INP and Long Animation Frames (LoAF)

INP is closely related to Long Animation Frames (LoAF), as both metrics capture user responsiveness and visual feedback. LoAF measures the time between paint events, regardless of whether an interaction happened, indicating if the browser may have felt “frozen” to the user.

A slow INP is often accompanied by a Long Animation Frame, which can provide more details on the scripts or activities causing delays. For more information, check out this detailed guide on Long Animation Frames.

How to Improve Your INP Score

Improving your INP score means reducing the time users wait for visible feedback after they interact. Here are some strategies to make sure your site responds quickly:

  • Yield to the Main Thread: Avoid monopolizing the main thread with long-running tasks. When you block the main thread, user interactions get stuck waiting. Breaking up heavy tasks with setTimeout or requestAnimationFrame can reduce delays and keep the main thread open for user input.
  • Optimize JavaScript: Large JavaScript bundles are often the main culprit for interaction delays.
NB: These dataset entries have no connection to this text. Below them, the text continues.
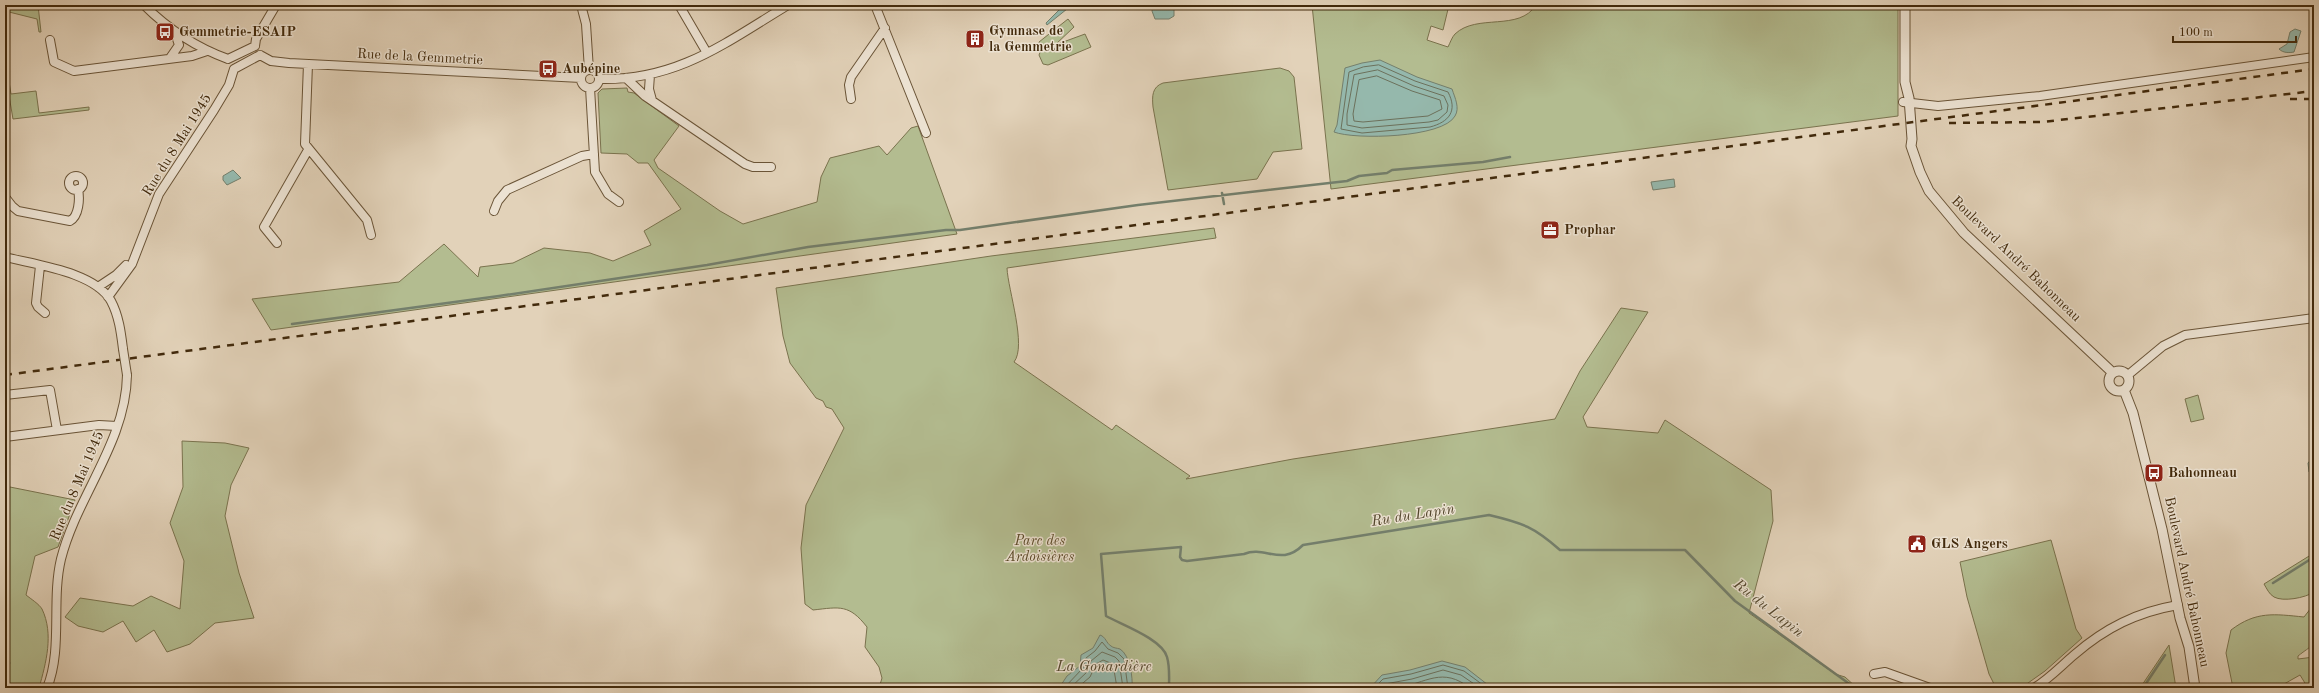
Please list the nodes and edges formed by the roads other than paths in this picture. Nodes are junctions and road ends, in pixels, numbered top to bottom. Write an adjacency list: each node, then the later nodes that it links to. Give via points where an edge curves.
1 (144, 5): 9 (street)
2 (276, 5): 11 (street)
3 (581, 5): 20 (street, via 586,24)
4 (679, 5): 13 (street)
5 (788, 5): 13 (street)
6 (875, 5): 8 (street)
7 (1905, 5): 28 (street, Boulevard André Bahonneau)
8 (885, 28): 26 (street, via 851,77); 29 (street)
9 (174, 32): 12 (street); 16 (street, via 179,45)
10 (50, 40): 16 (street, via 54,62 74,70)
11 (251, 48): 14 (street, via 248,55); 14 (street, via 260,49); 17 (street)
12 (208, 51): 16 (street); 17 (street)
13 (707, 53): 21 (street, via 678,68)
14 (257, 57): 18 (street, Rue de la Gemmetrie, via 271,61); 19 (street)
15 (2314, 57): 28 (street, via 2043,95 1938,106)
16 (170, 58)
17 (232, 58): 19 (street, via 240,61); 19 (street, via 228,66)
18 (308, 64): 22 (street, Rue de la Gemmetrie); 30 (street, via 305,144)
19 (237, 67): 40 (street, Rue du 8 Mai 1945, via 214,110 159,194)
20 (589, 70): 22 (street, via 584,71); 24 (street, via 595,71)
21 (650, 75): 23 (street); 27 (street, via 649,90)
22 (581, 78): 25 (street, via 582,84)
23 (626, 78): 24 (street); 27 (street)
24 (599, 79): 25 (street, via 595,86)
25 (590, 88): 31 (street)
26 (851, 99)
27 (652, 100): 32 (street, via 745,164)
28 (1906, 102): 46 (street, Boulevard André Bahonneau, via 1911,146 1922,178 1943,210 1969,238)
29 (926, 133)
30 (308, 150): 37 (street, via 367,220); 38 (street, via 264,228)
31 (594, 154): 35 (street, via 595,172 608,194); 36 (street, via 582,156 507,190)
32 (771, 168)
33 (78, 189): 34 (street, via 76,216 70,221 18,211)
34 (5, 197)
35 (619, 202)
36 (494, 211)
37 (371, 235)
38 (277, 243)
39 (5, 257): 41 (street)
40 (133, 257): 42 (street, Rue du 8 Mai 1945, via 116,275); 43 (street, Rue du 8 Mai 1945, via 129,269)
41 (40, 266): 42 (street, via 80,277); 44 (street, via 36,305)
42 (98, 287): 43 (street, Rue du 8 Mai 1945)
43 (108, 297): 50 (street, Rue du 8 Mai 1945, bridge, via 117,315 127,375 126,396)
44 (45, 313)
45 (2314, 318): 47 (street, via 2185,335 2163,346)
46 (2113, 373): 47 (street, via 2120,370); 48 (street, via 2109,380 2111,388 2118,392)
47 (2128, 375): 48 (street, via 2130,382)
48 (2124, 390): 53 (street, Boulevard André Bahonneau, via 2145,459)
49 (5, 395): 51 (street, via 50,390)
50 (117, 426): 51 (street, via 99,425); 55 (street, Rue du 8 Mai 1945, via 68,535 61,560 55,604 54,658)
51 (57, 430): 52 (street)
52 (5, 437)
53 (2178, 605): 57 (street, via 2140,614 2111,627 2088,642 2049,678); 58 (street, Boulevard André Bahonneau, via 2189,647)
54 (1874, 674): 56 (street, via 1885,672)
55 (47, 688)
56 (1930, 688)
57 (2034, 688)
58 (2195, 688)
Reduce bundle size through code-splitting, lazy-loading, and minifying to improve response times. Only load what’s necessary at each stage of the user journey.
  • Reduce Long Animation Frames (LoAF): A poor INP score often coincides with Long Animation Frames, so addressing LoAF can directly improve INP. This includes avoiding intensive calculations during animations and syncing visuals with the browser’s rendering cycle.

Implementing these strategies can bring down your INP score, keeping interactions responsive and making your site feel faster and more polished.

Example INP Fix

Let’s have a look at a specific example. Below is a CodePen with a simple form that includes a JavaScript event handler triggered each time the user types, changing the class on the button.

In this example, the JavaScript handler also calls a slow function, renderSearch, each time the event fires. Since renderSearch is part of the event handler, it slows down the entire animation frame and causes both LoAF and INP issues by blocking the main thread for too long.

Here’s how to fix it:

In our fix, we wrapped the event handler in requestAnimationFrame, which delays execution until just before the next paint. Then, we adjust the button class immediately, while the heavier work in renderSearch is delayed with setTimeout so it won’t execute until after the paint is complete. This approach prioritizes responsiveness and keeps user feedback snappy by yielding to the main thread.

Wrapping Up

Interaction to Next Paint (INP) gives us a more complete view of web interactivity by tracking every user interaction throughout a page’s lifecycle. With INP replacing FID as a Core Web Vital, optimizing for it has never been more critical. A strong INP score not only improves user satisfaction by keeping interactions fast and responsive but also boosts your SEO by aligning with Google’s performance standards.

By implementing strategies like yielding to the main thread, optimizing JavaScript, and addressing Long Animation Frames, you can create a smoother, more responsive experience for users. As you tackle these improvements, Real User Monitoring tools like Request Metrics can help you track INP and other Core Web Vitals in real-time, showing exactly where delays are occurring and how effective your fixes are.

Making your website interactive and smooth isn’t just about performance scores—it’s about ensuring users have a seamless experience on your site. With INP insights and a focus on responsiveness, you can keep users engaged, happy, and coming back for more.